Prison Slavery In Louisiana: Four Cents An Hour Technically Isn’t Slavery?

Slavery is alive and well in the USA as the 13th Amendment did not technically end the practice but transferred the practice to prisons and thus putting the United States on the path of creating the world’s largest prison population. While some may pontificate wrongly that just because a prisoner is paid, a paltry slave wage, the historical record shows that victims of slavery prior to the civil war were paid slave wages by some of their captors as a form of appeasement or because they chose to work on Sundays. – Scotty T. Reid

Read more here about the Louisiana story: https://www.theatlantic.com/business/archive/2015/09/prison-labor-in-america/406177/

“Crops stretch to the horizon. Black bodies pepper the landscape, hunched over as they work the fields. Officers on horseback, armed, oversee the workers.

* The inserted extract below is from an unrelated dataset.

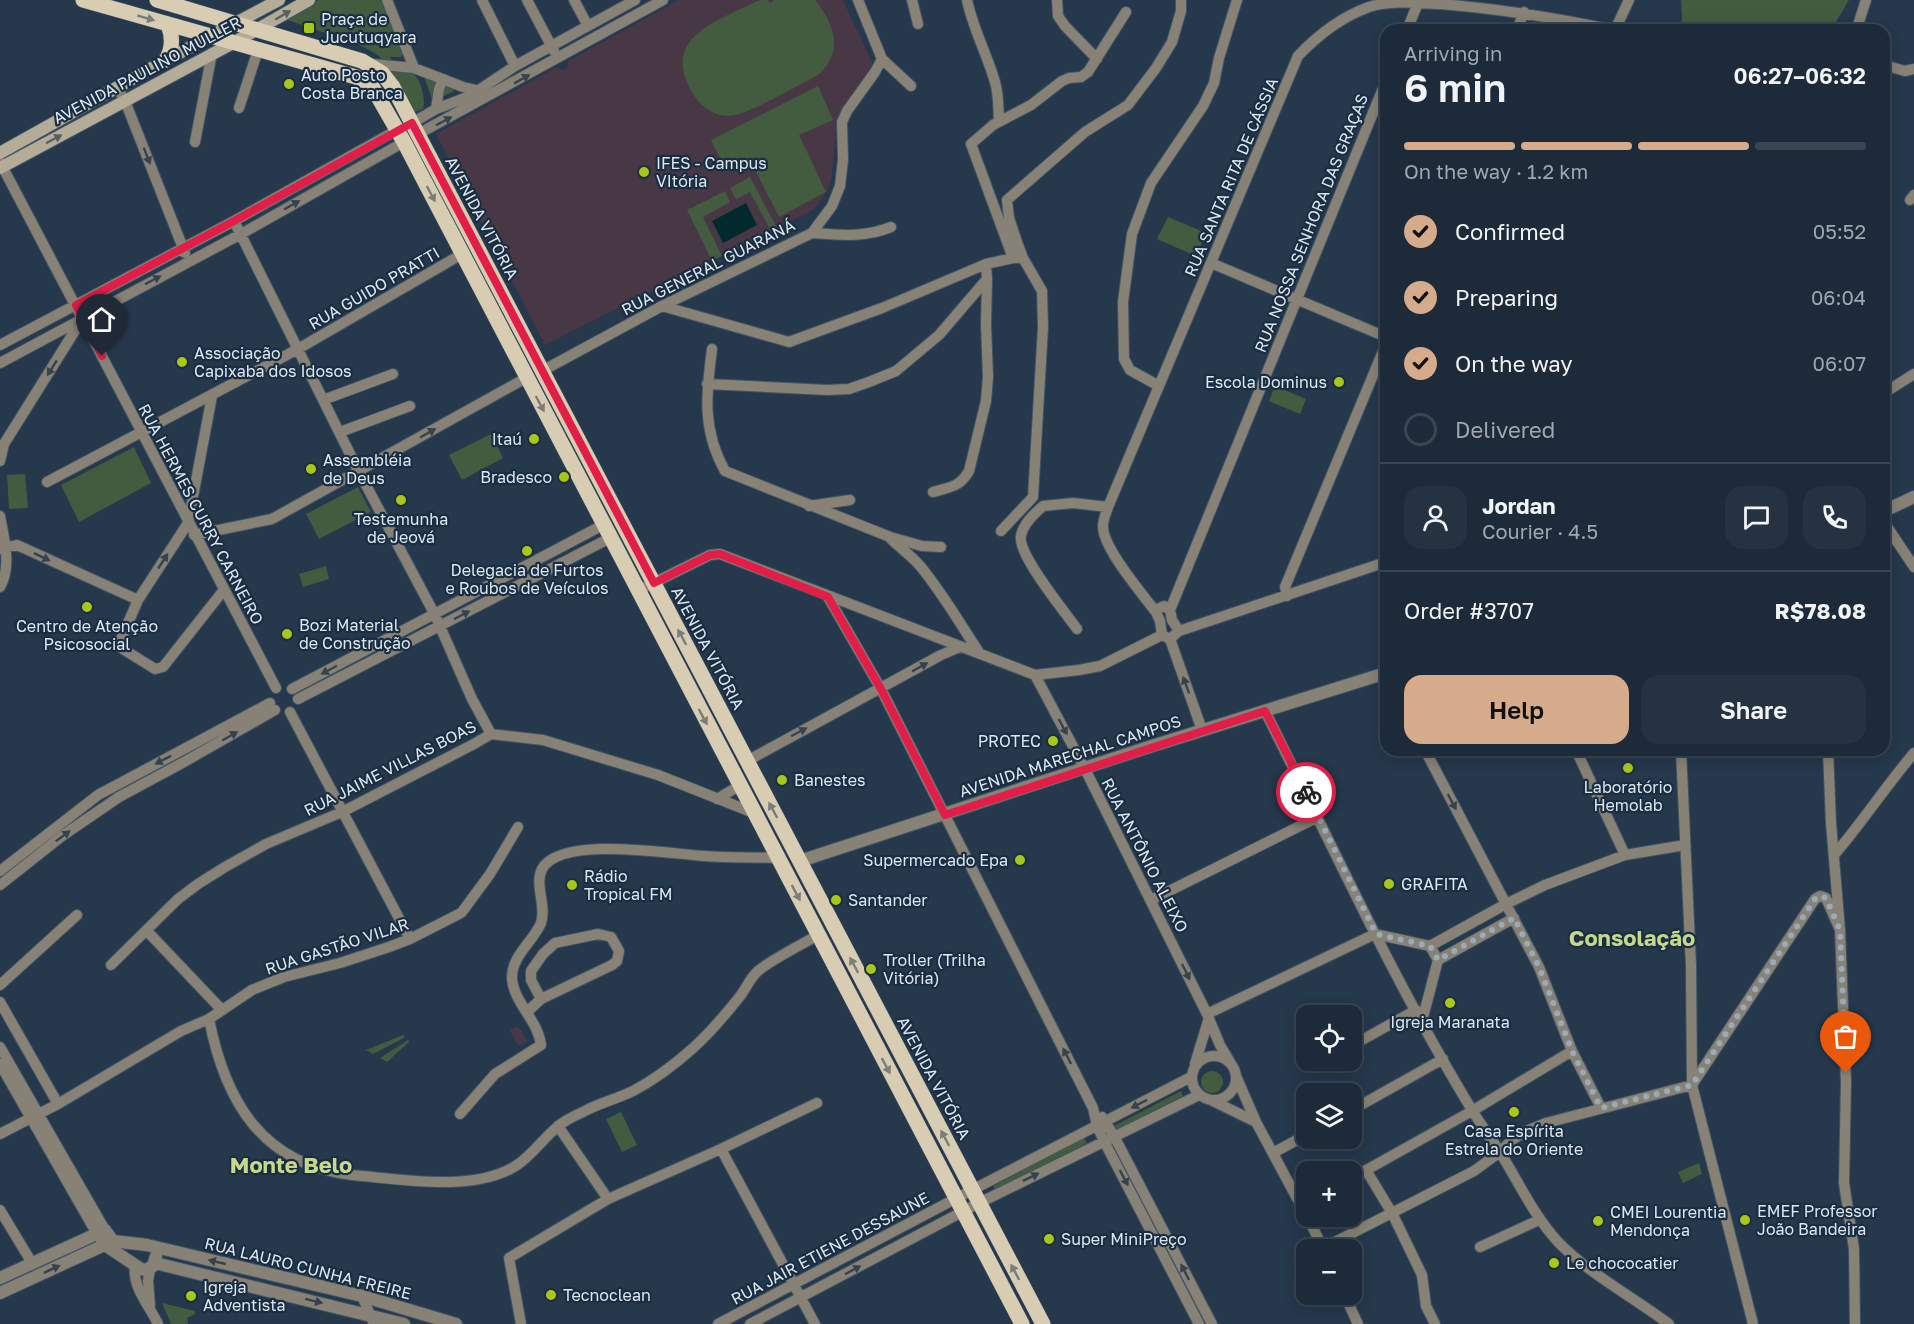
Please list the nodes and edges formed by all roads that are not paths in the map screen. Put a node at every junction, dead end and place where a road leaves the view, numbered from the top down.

To the untrained eye, the scenes in Angola for Life: Rehabilitation and Reform Inside the Louisiana State Penitentiary, an Atlantic documentary filmed on an old Southern slave-plantation-turned-prison, could have been shot 150 years ago. The imagery haunts and the stench of slavery and racial oppression lingers through the 13 minutes of footage.

The film tells two overlapping stories: One is of accomplishment against incredible odds, of a man who stepped into the most violent maximum-security prison in the nation and gave the men there—discarded and damned—what society didn’t: hope, education, and a moral compass. Burl Cain, the warden of Angola Prison, which is in Louisiana, has created a controversial model for rehabilitation. Through work and religion, they learn to help each other, and try to become better fathers to their children on the outside. Perhaps the lucky few even find redemption.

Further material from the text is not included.